• [DIRECTIONS FOR THIS TASK]: Retype all of the entries word for word.

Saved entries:
——————
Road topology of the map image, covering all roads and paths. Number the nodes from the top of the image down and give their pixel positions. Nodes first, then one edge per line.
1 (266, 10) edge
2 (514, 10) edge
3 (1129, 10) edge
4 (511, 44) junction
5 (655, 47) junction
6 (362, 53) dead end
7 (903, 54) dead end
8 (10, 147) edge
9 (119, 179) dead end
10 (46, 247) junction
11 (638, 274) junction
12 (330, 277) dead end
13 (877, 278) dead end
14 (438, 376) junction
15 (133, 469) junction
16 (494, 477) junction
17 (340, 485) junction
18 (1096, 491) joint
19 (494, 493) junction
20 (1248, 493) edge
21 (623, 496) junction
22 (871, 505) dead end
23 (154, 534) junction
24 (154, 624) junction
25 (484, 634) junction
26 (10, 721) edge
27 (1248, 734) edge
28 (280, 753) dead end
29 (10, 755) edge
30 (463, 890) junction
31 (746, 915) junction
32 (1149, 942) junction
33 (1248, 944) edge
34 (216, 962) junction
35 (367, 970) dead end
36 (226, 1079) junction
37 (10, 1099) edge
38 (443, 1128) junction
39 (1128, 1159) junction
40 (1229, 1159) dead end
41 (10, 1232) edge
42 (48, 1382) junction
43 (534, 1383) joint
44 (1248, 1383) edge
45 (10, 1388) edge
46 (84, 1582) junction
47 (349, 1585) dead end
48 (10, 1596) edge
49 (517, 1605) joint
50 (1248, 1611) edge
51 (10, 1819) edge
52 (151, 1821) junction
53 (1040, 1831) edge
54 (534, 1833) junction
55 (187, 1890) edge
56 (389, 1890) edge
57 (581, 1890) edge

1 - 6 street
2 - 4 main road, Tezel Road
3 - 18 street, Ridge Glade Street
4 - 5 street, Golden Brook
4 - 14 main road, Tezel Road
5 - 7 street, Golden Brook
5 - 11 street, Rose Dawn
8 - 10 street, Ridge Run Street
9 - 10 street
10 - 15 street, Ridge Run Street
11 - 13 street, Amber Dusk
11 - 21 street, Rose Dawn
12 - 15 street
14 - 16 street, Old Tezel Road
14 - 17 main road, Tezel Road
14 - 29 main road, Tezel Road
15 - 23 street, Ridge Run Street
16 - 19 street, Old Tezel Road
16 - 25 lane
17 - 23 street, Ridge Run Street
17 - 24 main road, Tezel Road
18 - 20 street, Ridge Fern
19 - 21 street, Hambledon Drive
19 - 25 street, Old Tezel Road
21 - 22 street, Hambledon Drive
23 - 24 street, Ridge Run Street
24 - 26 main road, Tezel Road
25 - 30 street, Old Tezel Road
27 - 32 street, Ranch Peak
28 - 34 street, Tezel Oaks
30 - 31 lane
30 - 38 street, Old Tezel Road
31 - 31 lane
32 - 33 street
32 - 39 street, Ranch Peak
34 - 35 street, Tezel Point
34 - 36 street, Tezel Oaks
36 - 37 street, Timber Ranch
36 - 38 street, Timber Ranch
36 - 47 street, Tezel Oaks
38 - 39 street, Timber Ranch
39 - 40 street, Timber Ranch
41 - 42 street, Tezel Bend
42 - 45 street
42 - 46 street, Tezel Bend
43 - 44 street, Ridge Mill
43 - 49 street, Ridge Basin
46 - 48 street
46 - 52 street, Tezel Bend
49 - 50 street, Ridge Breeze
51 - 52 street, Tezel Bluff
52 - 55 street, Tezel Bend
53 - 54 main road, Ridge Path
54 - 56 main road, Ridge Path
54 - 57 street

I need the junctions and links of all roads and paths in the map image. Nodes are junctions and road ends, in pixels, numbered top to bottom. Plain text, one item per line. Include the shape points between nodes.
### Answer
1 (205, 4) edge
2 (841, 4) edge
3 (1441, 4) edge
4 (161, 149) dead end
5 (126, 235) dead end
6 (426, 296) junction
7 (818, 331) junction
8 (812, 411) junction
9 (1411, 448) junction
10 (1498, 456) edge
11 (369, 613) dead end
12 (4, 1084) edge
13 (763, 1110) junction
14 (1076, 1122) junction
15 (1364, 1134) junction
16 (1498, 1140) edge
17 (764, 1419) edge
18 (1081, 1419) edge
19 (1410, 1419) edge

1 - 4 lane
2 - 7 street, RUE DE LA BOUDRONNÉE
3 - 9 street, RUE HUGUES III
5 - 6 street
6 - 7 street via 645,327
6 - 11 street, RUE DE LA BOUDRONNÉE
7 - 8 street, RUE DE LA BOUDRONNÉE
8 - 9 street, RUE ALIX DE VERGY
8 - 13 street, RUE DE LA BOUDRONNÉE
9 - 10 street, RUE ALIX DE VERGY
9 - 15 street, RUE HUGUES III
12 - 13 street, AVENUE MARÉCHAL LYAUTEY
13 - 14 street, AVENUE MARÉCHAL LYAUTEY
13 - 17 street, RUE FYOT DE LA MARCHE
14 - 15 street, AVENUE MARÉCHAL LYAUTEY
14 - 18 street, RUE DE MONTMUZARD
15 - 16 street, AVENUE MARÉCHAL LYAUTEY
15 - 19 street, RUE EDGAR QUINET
——————
• [TASK SOLUTION]:
Road topology of the map image, covering all roads and paths. Number the nodes from the top of the image down and give their pixel positions. Nodes first, then one edge per line.
1 (266, 10) edge
2 (514, 10) edge
3 (1129, 10) edge
4 (511, 44) junction
5 (655, 47) junction
6 (362, 53) dead end
7 (903, 54) dead end
8 (10, 147) edge
9 (119, 179) dead end
10 (46, 247) junction
11 (638, 274) junction
12 (330, 277) dead end
13 (877, 278) dead end
14 (438, 376) junction
15 (133, 469) junction
16 (494, 477) junction
17 (340, 485) junction
18 (1096, 491) joint
19 (494, 493) junction
20 (1248, 493) edge
21 (623, 496) junction
22 (871, 505) dead end
23 (154, 534) junction
24 (154, 624) junction
25 (484, 634) junction
26 (10, 721) edge
27 (1248, 734) edge
28 (280, 753) dead end
29 (10, 755) edge
30 (463, 890) junction
31 (746, 915) junction
32 (1149, 942) junction
33 (1248, 944) edge
34 (216, 962) junction
35 (367, 970) dead end
36 (226, 1079) junction
37 (10, 1099) edge
38 (443, 1128) junction
39 (1128, 1159) junction
40 (1229, 1159) dead end
41 (10, 1232) edge
42 (48, 1382) junction
43 (534, 1383) joint
44 (1248, 1383) edge
45 (10, 1388) edge
46 (84, 1582) junction
47 (349, 1585) dead end
48 (10, 1596) edge
49 (517, 1605) joint
50 (1248, 1611) edge
51 (10, 1819) edge
52 (151, 1821) junction
53 (1040, 1831) edge
54 (534, 1833) junction
55 (187, 1890) edge
56 (389, 1890) edge
57 (581, 1890) edge

1 - 6 street
2 - 4 main road, Tezel Road
3 - 18 street, Ridge Glade Street
4 - 5 street, Golden Brook
4 - 14 main road, Tezel Road
5 - 7 street, Golden Brook
5 - 11 street, Rose Dawn
8 - 10 street, Ridge Run Street
9 - 10 street
10 - 15 street, Ridge Run Street
11 - 13 street, Amber Dusk
11 - 21 street, Rose Dawn
12 - 15 street
14 - 16 street, Old Tezel Road
14 - 17 main road, Tezel Road
14 - 29 main road, Tezel Road
15 - 23 street, Ridge Run Street
16 - 19 street, Old Tezel Road
16 - 25 lane
17 - 23 street, Ridge Run Street
17 - 24 main road, Tezel Road
18 - 20 street, Ridge Fern
19 - 21 street, Hambledon Drive
19 - 25 street, Old Tezel Road
21 - 22 street, Hambledon Drive
23 - 24 street, Ridge Run Street
24 - 26 main road, Tezel Road
25 - 30 street, Old Tezel Road
27 - 32 street, Ranch Peak
28 - 34 street, Tezel Oaks
30 - 31 lane
30 - 38 street, Old Tezel Road
31 - 31 lane
32 - 33 street
32 - 39 street, Ranch Peak
34 - 35 street, Tezel Point
34 - 36 street, Tezel Oaks
36 - 37 street, Timber Ranch
36 - 38 street, Timber Ranch
36 - 47 street, Tezel Oaks
38 - 39 street, Timber Ranch
39 - 40 street, Timber Ranch
41 - 42 street, Tezel Bend
42 - 45 street
42 - 46 street, Tezel Bend
43 - 44 street, Ridge Mill
43 - 49 street, Ridge Basin
46 - 48 street
46 - 52 street, Tezel Bend
49 - 50 street, Ridge Breeze
51 - 52 street, Tezel Bluff
52 - 55 street, Tezel Bend
53 - 54 main road, Ridge Path
54 - 56 main road, Ridge Path
54 - 57 street

I need the junctions and links of all roads and paths in the map image. Nodes are junctions and road ends, in pixels, numbered top to bottom. Plain text, one item per line. Include the shape points between nodes.
### Answer
1 (205, 4) edge
2 (841, 4) edge
3 (1441, 4) edge
4 (161, 149) dead end
5 (126, 235) dead end
6 (426, 296) junction
7 (818, 331) junction
8 (812, 411) junction
9 (1411, 448) junction
10 (1498, 456) edge
11 (369, 613) dead end
12 (4, 1084) edge
13 (763, 1110) junction
14 (1076, 1122) junction
15 (1364, 1134) junction
16 (1498, 1140) edge
17 (764, 1419) edge
18 (1081, 1419) edge
19 (1410, 1419) edge

1 - 4 lane
2 - 7 street, RUE DE LA BOUDRONNÉE
3 - 9 street, RUE HUGUES III
5 - 6 street
6 - 7 street via 645,327
6 - 11 street, RUE DE LA BOUDRONNÉE
7 - 8 street, RUE DE LA BOUDRONNÉE
8 - 9 street, RUE ALIX DE VERGY
8 - 13 street, RUE DE LA BOUDRONNÉE
9 - 10 street, RUE ALIX DE VERGY
9 - 15 street, RUE HUGUES III
12 - 13 street, AVENUE MARÉCHAL LYAUTEY
13 - 14 street, AVENUE MARÉCHAL LYAUTEY
13 - 17 street, RUE FYOT DE LA MARCHE
14 - 15 street, AVENUE MARÉCHAL LYAUTEY
14 - 18 street, RUE DE MONTMUZARD
15 - 16 street, AVENUE MARÉCHAL LYAUTEY
15 - 19 street, RUE EDGAR QUINET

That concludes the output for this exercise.